> Task description
Your answer should be the entire listing, printed exactly.

> Task data
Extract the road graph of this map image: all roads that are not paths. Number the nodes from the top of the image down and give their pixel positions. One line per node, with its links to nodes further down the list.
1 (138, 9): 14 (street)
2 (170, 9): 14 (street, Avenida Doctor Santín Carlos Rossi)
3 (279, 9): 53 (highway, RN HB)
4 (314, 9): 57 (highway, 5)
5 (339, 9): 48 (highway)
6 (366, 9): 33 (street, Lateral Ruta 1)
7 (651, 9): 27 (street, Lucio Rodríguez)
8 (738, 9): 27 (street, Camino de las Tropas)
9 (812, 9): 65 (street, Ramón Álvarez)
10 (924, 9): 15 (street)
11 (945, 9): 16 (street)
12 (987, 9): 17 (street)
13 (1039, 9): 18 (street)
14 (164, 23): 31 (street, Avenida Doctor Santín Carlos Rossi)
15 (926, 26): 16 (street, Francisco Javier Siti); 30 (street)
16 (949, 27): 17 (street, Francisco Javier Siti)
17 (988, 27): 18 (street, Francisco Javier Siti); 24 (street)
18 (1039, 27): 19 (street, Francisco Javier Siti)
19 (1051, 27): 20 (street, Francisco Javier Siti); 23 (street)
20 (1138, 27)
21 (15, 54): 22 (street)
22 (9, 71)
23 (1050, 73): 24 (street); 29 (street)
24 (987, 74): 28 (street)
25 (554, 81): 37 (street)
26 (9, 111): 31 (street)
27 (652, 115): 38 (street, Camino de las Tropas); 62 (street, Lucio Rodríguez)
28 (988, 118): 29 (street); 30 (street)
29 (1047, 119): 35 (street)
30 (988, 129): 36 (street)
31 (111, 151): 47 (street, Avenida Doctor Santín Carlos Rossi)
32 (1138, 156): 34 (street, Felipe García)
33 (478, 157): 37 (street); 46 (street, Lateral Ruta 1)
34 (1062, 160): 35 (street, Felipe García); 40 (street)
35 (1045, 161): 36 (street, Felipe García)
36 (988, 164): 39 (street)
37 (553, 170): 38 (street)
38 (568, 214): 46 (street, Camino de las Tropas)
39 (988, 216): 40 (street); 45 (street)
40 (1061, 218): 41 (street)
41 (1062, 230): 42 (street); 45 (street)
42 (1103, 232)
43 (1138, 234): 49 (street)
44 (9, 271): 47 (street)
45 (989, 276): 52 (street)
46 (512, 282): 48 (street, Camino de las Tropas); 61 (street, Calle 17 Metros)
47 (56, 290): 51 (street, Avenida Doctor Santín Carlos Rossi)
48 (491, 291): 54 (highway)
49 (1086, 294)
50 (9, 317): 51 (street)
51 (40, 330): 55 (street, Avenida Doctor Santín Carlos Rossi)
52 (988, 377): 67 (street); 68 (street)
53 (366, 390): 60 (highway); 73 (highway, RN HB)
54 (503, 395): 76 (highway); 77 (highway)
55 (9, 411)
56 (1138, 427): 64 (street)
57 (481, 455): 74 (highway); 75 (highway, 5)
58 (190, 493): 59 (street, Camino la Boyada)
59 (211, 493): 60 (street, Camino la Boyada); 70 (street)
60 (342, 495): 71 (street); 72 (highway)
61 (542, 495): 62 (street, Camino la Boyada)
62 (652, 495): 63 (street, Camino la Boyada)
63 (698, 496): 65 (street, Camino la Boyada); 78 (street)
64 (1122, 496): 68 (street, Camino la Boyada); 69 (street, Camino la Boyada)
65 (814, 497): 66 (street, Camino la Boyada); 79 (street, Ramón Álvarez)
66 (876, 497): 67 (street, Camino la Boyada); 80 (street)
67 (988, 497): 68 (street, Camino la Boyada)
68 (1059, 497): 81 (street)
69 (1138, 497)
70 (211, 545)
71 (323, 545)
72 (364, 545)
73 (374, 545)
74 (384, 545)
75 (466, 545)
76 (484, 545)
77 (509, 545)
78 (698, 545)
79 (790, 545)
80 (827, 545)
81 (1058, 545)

> Result of the task
Extract the road graph of this map image: all roads that are not paths. Number the nodes from the top of the image down and give their pixel positions. One line per node, with its links to nodes further down the list.
1 (138, 9): 14 (street)
2 (170, 9): 14 (street, Avenida Doctor Santín Carlos Rossi)
3 (279, 9): 53 (highway, RN HB)
4 (314, 9): 57 (highway, 5)
5 (339, 9): 48 (highway)
6 (366, 9): 33 (street, Lateral Ruta 1)
7 (651, 9): 27 (street, Lucio Rodríguez)
8 (738, 9): 27 (street, Camino de las Tropas)
9 (812, 9): 65 (street, Ramón Álvarez)
10 (924, 9): 15 (street)
11 (945, 9): 16 (street)
12 (987, 9): 17 (street)
13 (1039, 9): 18 (street)
14 (164, 23): 31 (street, Avenida Doctor Santín Carlos Rossi)
15 (926, 26): 16 (street, Francisco Javier Siti); 30 (street)
16 (949, 27): 17 (street, Francisco Javier Siti)
17 (988, 27): 18 (street, Francisco Javier Siti); 24 (street)
18 (1039, 27): 19 (street, Francisco Javier Siti)
19 (1051, 27): 20 (street, Francisco Javier Siti); 23 (street)
20 (1138, 27)
21 (15, 54): 22 (street)
22 (9, 71)
23 (1050, 73): 24 (street); 29 (street)
24 (987, 74): 28 (street)
25 (554, 81): 37 (street)
26 (9, 111): 31 (street)
27 (652, 115): 38 (street, Camino de las Tropas); 62 (street, Lucio Rodríguez)
28 (988, 118): 29 (street); 30 (street)
29 (1047, 119): 35 (street)
30 (988, 129): 36 (street)
31 (111, 151): 47 (street, Avenida Doctor Santín Carlos Rossi)
32 (1138, 156): 34 (street, Felipe García)
33 (478, 157): 37 (street); 46 (street, Lateral Ruta 1)
34 (1062, 160): 35 (street, Felipe García); 40 (street)
35 (1045, 161): 36 (street, Felipe García)
36 (988, 164): 39 (street)
37 (553, 170): 38 (street)
38 (568, 214): 46 (street, Camino de las Tropas)
39 (988, 216): 40 (street); 45 (street)
40 (1061, 218): 41 (street)
41 (1062, 230): 42 (street); 45 (street)
42 (1103, 232)
43 (1138, 234): 49 (street)
44 (9, 271): 47 (street)
45 (989, 276): 52 (street)
46 (512, 282): 48 (street, Camino de las Tropas); 61 (street, Calle 17 Metros)
47 (56, 290): 51 (street, Avenida Doctor Santín Carlos Rossi)
48 (491, 291): 54 (highway)
49 (1086, 294)
50 (9, 317): 51 (street)
51 (40, 330): 55 (street, Avenida Doctor Santín Carlos Rossi)
52 (988, 377): 67 (street); 68 (street)
53 (366, 390): 60 (highway); 73 (highway, RN HB)
54 (503, 395): 76 (highway); 77 (highway)
55 (9, 411)
56 (1138, 427): 64 (street)
57 (481, 455): 74 (highway); 75 (highway, 5)
58 (190, 493): 59 (street, Camino la Boyada)
59 (211, 493): 60 (street, Camino la Boyada); 70 (street)
60 (342, 495): 71 (street); 72 (highway)
61 (542, 495): 62 (street, Camino la Boyada)
62 (652, 495): 63 (street, Camino la Boyada)
63 (698, 496): 65 (street, Camino la Boyada); 78 (street)
64 (1122, 496): 68 (street, Camino la Boyada); 69 (street, Camino la Boyada)
65 (814, 497): 66 (street, Camino la Boyada); 79 (street, Ramón Álvarez)
66 (876, 497): 67 (street, Camino la Boyada); 80 (street)
67 (988, 497): 68 (street, Camino la Boyada)
68 (1059, 497): 81 (street)
69 (1138, 497)
70 (211, 545)
71 (323, 545)
72 (364, 545)
73 (374, 545)
74 (384, 545)
75 (466, 545)
76 (484, 545)
77 (509, 545)
78 (698, 545)
79 (790, 545)
80 (827, 545)
81 (1058, 545)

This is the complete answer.